Which specific questions will you address and how will you get about to answer them?
Perturbations of RNA homeostasis are implicated in several human conditions, for which DM1 became the prototype. DM1 molecular pathogenesis involves the accumulation of toxic RNA transcripts in the cell nucleus, which alters primarily the activity of important RNA-binding proteins, such as the MBNL family of splicing regulators. MBNL proteins play a plethora of roles in RNA processing, including the regulation of alternative splicing, polyadenylation and intracellular trafficking of transcripts. Such features are extremely important in the highly ramified and compartmentalised cells of the brain, like the astrocytes. In this project we will investigate how the accumulation of toxic RNA disturbs astrocyte function through altered MBNL protein activity and defective RNA processing, and how these defects ultimately lead to brain dysfunction. We will combine subcellular transcriptomics, bioinformatics and high-resolution imaging to elucidate the mechanisms behind DM1 brain disease in unique transgenic mouse models of DM1, as well as in human pluripotent stem cells and organoids.
How was the research consortium put together?
The integrative investigation of the molecular and cellular mechanisms of brain disease requires a multidisciplinary approach. This project brings together four partners with complementary expertise in DM1 pathogenesis and animal models (M. Gomes-Pereira); bioinformatics of splicing and gene expression (C.F. Bourgeois); human pluripotent stem cell and organoid models (C. Martinat); astrocyte cell biology, electrophysiology and mouse behaviour (N. Rouach). This is not the first time we are collaborating. When I first decided to study astrocytes in DM1, I approached the other partners. We have been working together for the last 5 years. We previously obtained ANR funding to demonstrate for the first time astroglia defects in DM1, and we co-authored a couple of papers, with other manuscripts currently in preparation. It turned out to be a very successful and exciting collaboration. I am happy we have the financial means to take this story further.
What is the expected impact of your project?
The debilitating neuropsychological manifestations of DM1 translate into learning problems at school in young patients, as well as poor professional and socioeconomic integration later in life. Resolving brain pathogenesis is a priority for the development of effective therapies.

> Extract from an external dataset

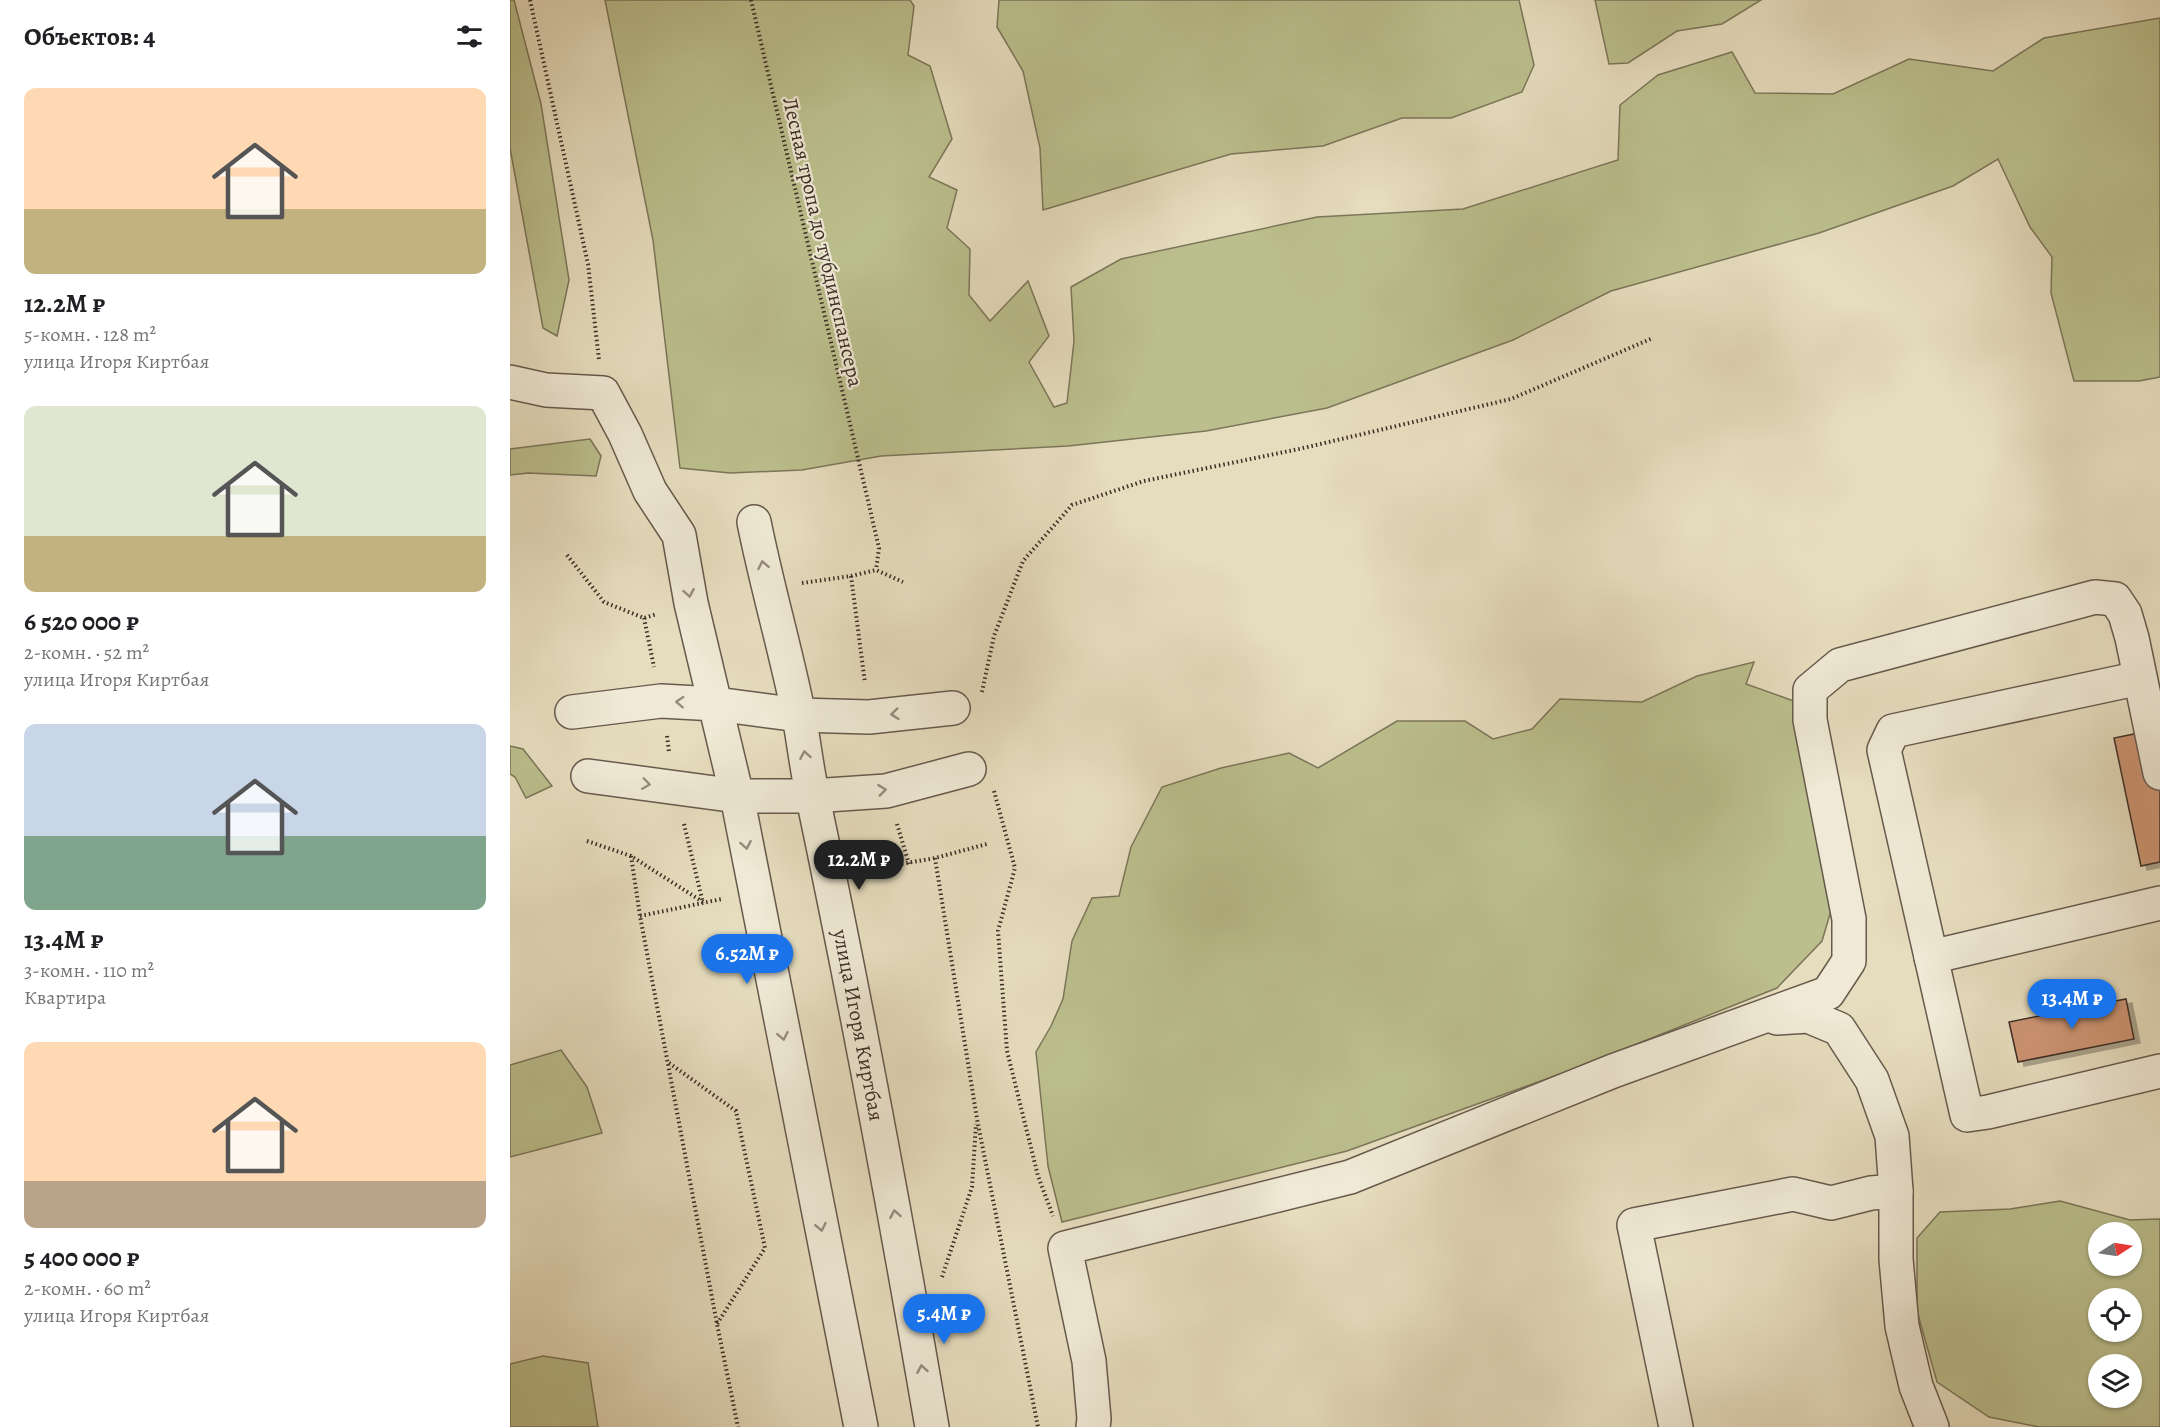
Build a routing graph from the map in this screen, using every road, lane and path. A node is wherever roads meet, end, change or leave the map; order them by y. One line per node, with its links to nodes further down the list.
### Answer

The involvement of glial cells in DM1 will shape the design of future therapies. To ameliorate the cognitive and behavioural deficits in DM1, the correction of neuronal defects alone will not be enough. It will be important to develop therapeutic tools that will also target astrocytes, and most probably other non-neuronal cells. Through the identification of the molecular pathways perturbed in DM1, and the development of new mouse and human disease models, we will establish the grounds and powerful tools to respond to the urgent therapeutic needs for this condition. Finally, our results will uncover important aspects of RNA biology in brain cells.